Begini Respon PSSI Tentang Petisi Tuntutan Edy Rahmayadi Mundur

Share this:
Petisi di media sosial yang meminta Edy Rahmayadi mundur dari Ketua PSSI.

JAKARTA, BENTENGTIMES.com – Petisi yang meminta Edy Rahmayadi mundur sebagai Ketua Umum PSSI di change.org sudah ditandatangani 51.745 netizen hingga Sabtu (21/7/2018).

Diketahui bahwa Edy Rahmyadi sebagai Gubenur Sumatera Utara dalam Pilkada Sumatera Utara beberapa waktu lalu. Ada tiga poin yang mendasari petisi ini memunculkan harapan agar mantan Pangkostrad ini melepas jabatan sebagai ketua umum PSSI.

(BACA: Beredar Petisi Desakan Edy Rahmayadi Mundur dari Ketum PSSI)

Saat dikonfirmasi terkait munculnya petisi ini, PSSI lewat wakil Ketua Umum Joko Driyono menyampaikan bahwa informasi tersebut sudah sampai kepihaknya. Dalam sistem negara demokrasi, aspirasi atau pernyataan sikap dirasakan sebagai sikap yang lumrah.

“PSSI mengetahui tentang itu (petisi agar Edy mundur) dan itu hal yang wajar dalam negara demokrasi.
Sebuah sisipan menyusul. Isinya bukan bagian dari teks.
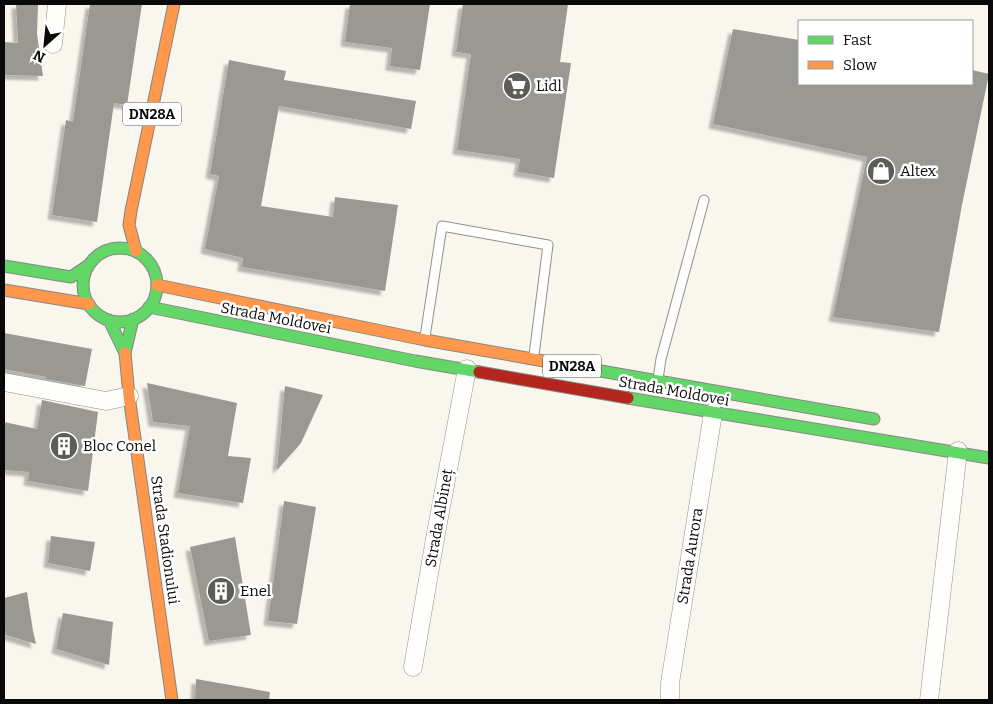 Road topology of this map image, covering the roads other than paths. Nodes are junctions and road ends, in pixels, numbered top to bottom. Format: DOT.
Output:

Namun saya juga ingin menyampaikan bahwa Pak Edy memiliki niat untuk memajukan sepakbola Indonesia, dan beliau berkomitmen untuk memimpin PSSI hingga selesai masa baktinya (2020),” ujar Joko Driyono saat dikonfirmasi terkait munculnya petisi ini.

(BACA: Menpora Minta Edy Rahmayadi Lepaskan Jabatan Ketua PSSI)

Ada pun tiga poin yang muncul dalam petisi tersebut, pertama disebutkan dengan rangkap jabatan penting sebagai Gubernur Sumut dan Ketua Umum PSSI, ditakutkan membuat konsentrasi Edy Rahmayadi akan bercabang sehingga berpeluang tidak optimal mengemban amanah di masing-masing jabatan.

Di luar bagaimana nanti Edy menjalankan mandat sebagai Gubernur Sumut, baru dilantik Oktober nanti, tapi terkait bagaimana mandat organisasi di PSSI akan dia kawal, merujuk dari sistem yang ada di konfederasi sepakbola Asia AFC dan juga dunia FIFA, kecemasan sekilas terlihat relatif bisa teratasi.

Dalam mekanismen pengambilan keputusan, baik dalam forum tertinggi kongres hingga forum Komite Eksekutif (Exco), organisasi menggunakan mekanisme kolektif. Sedang tugas tambahan ketua umum adalah memimpin forum serta menetapkan secara formal.

Terkait waktu, tidak berbeda dengan kongres yang digulirkan setahun sekali, di awal dan akhir program, rapat Exco juga digulirkan secara periodik dengan rentan waktu lebih pendek. Bisa sebulan hingga tiga bulan sekali, tergantung kebutuhan. Roda harian organisasi federasi ada di bawah kesekjenan, sebagai eksekutor kebijakan hasil rapat Exco.

”PSSI yang disebut pengurus itu adalah kepemimpinan kolektif, ketua umum dalam beberapa kewenangan itu memiliki mekanisme organisasi sesuai pendelegasian struktur itu,” lanjut Joko terkait bagaimana memastikan kesibukan Edy Rahmayadi tidak mengganggu roda organisasi di PSSI.